## What you need to do
Set down only what runs from the line containing "Annotation task. Extract" through the last line of the data, exactly as it reads.

[Supplied data Boundary: Start]

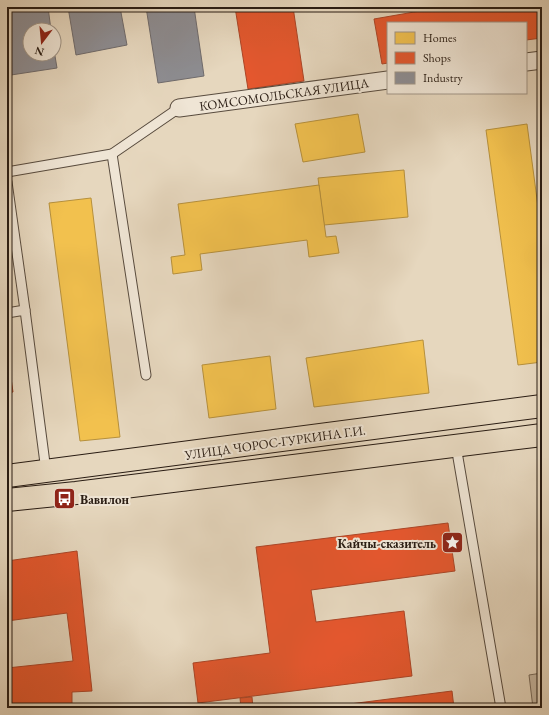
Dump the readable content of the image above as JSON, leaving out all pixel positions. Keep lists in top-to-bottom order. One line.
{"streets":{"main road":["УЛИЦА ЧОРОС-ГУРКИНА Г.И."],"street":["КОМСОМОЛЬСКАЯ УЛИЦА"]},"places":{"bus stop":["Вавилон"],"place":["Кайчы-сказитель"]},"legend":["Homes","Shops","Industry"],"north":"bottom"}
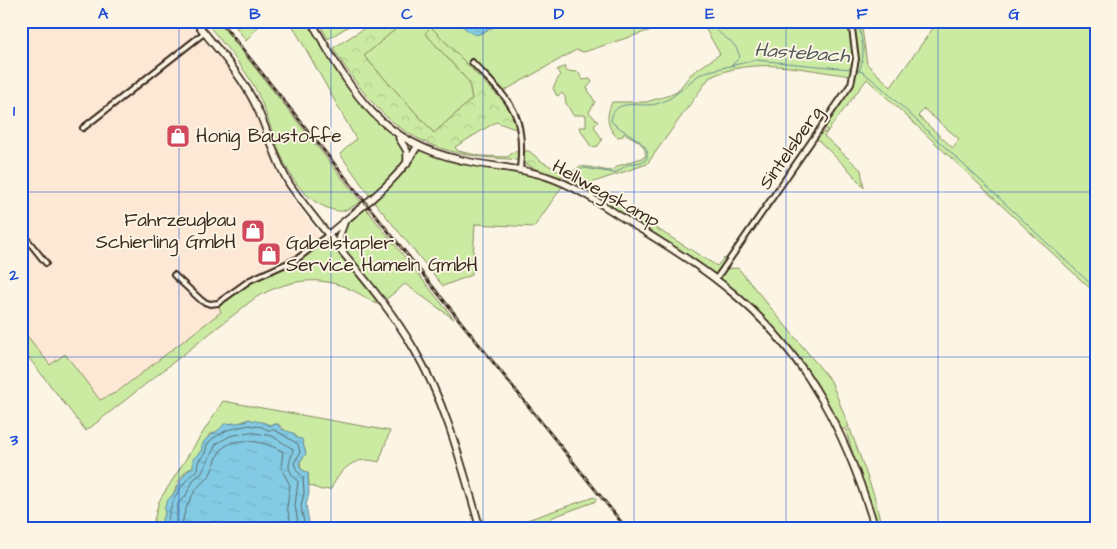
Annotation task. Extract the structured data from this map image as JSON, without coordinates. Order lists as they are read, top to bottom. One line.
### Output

[Supplied data Boundary: End]

## Exercise solution
Annotation task. Extract the structured data from this map image as JSON, without coordinates. Order lists as they are read, top to bottom. One line.
### Output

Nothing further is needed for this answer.